[Novalug] Best programming language for "munging?" Not Perl? Ruby? Python?

William Sutton william at trilug.org
Wed Oct 28 11:03:55 EDT 2009


I've been using Perl 5 professionally, personally, and on pet project 
since '98.  With the occasional exception of forays into server-side 
JavaScript, Progress 4GL (eww), and client-side JavaScript/HTML/CSS, it 
has been my primary tool in my career.  My first self-taught programming 
language was C (long since forgotten), I was exposed to C++, Lisp, Scheme, 
x86 assembler and Java in college, and the main programming language in 
college was Ada 95 (which I still remembered enough of a few years ago 
to implement the HP printer hack in).

My professional career has included Fortune 500 manufacturing, news CMS 
systems, and, of late, litigation support.

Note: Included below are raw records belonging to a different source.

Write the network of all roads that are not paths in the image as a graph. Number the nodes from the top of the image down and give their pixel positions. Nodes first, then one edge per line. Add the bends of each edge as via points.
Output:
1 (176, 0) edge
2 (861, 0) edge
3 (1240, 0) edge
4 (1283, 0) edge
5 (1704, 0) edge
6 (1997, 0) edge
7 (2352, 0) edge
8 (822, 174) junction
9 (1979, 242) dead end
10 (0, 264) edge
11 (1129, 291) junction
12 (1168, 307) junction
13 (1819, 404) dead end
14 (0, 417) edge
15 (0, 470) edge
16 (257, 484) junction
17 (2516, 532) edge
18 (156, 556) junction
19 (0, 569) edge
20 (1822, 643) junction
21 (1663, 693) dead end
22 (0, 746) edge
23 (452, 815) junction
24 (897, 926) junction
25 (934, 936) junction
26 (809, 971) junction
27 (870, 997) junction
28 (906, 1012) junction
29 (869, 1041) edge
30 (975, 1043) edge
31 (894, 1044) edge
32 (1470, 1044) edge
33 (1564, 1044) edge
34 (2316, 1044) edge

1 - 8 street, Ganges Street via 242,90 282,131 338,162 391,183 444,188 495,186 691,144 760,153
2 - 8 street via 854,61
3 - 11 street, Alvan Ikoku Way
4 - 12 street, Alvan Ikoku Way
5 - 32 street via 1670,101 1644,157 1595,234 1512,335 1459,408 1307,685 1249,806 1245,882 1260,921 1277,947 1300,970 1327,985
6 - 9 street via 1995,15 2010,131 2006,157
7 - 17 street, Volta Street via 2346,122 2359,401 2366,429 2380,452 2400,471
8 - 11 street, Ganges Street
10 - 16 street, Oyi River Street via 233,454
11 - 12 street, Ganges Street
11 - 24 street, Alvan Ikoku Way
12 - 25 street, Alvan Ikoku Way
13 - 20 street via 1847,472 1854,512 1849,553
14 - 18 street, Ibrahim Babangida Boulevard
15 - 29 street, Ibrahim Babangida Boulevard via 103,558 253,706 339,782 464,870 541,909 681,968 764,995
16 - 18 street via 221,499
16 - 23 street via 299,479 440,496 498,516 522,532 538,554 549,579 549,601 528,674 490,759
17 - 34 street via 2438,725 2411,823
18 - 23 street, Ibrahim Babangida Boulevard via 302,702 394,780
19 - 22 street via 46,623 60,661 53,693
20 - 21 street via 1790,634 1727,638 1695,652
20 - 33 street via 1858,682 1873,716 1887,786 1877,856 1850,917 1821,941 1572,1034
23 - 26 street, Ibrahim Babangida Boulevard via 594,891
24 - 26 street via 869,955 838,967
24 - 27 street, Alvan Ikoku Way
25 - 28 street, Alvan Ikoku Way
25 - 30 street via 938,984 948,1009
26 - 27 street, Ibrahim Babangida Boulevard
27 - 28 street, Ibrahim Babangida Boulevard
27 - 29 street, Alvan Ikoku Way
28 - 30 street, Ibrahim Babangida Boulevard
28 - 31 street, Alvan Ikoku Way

My Perl experience is extensive; procedural, OO, regex, etc.  I'm not 
Larry Wall, but I've done a thing or two of great complexity.

Having thus established my eminence ;-) we turn to the real issues:

1. Perl was designed to perform text processing.  It has also been 
designed to work the way humans think.  I find Java horribly clunky (not 
as much so as Ada 95) because my brain is wired for Perl.  I don't "think" 
about what the various syntax or operators are called; I just use them 
like so many Lego blocks.  Of course, from the interpreter side, it has 
become increasingly complex because of sacrifices to maintain backward 
compatibility, but from the programming side, it's incredibly easy to use.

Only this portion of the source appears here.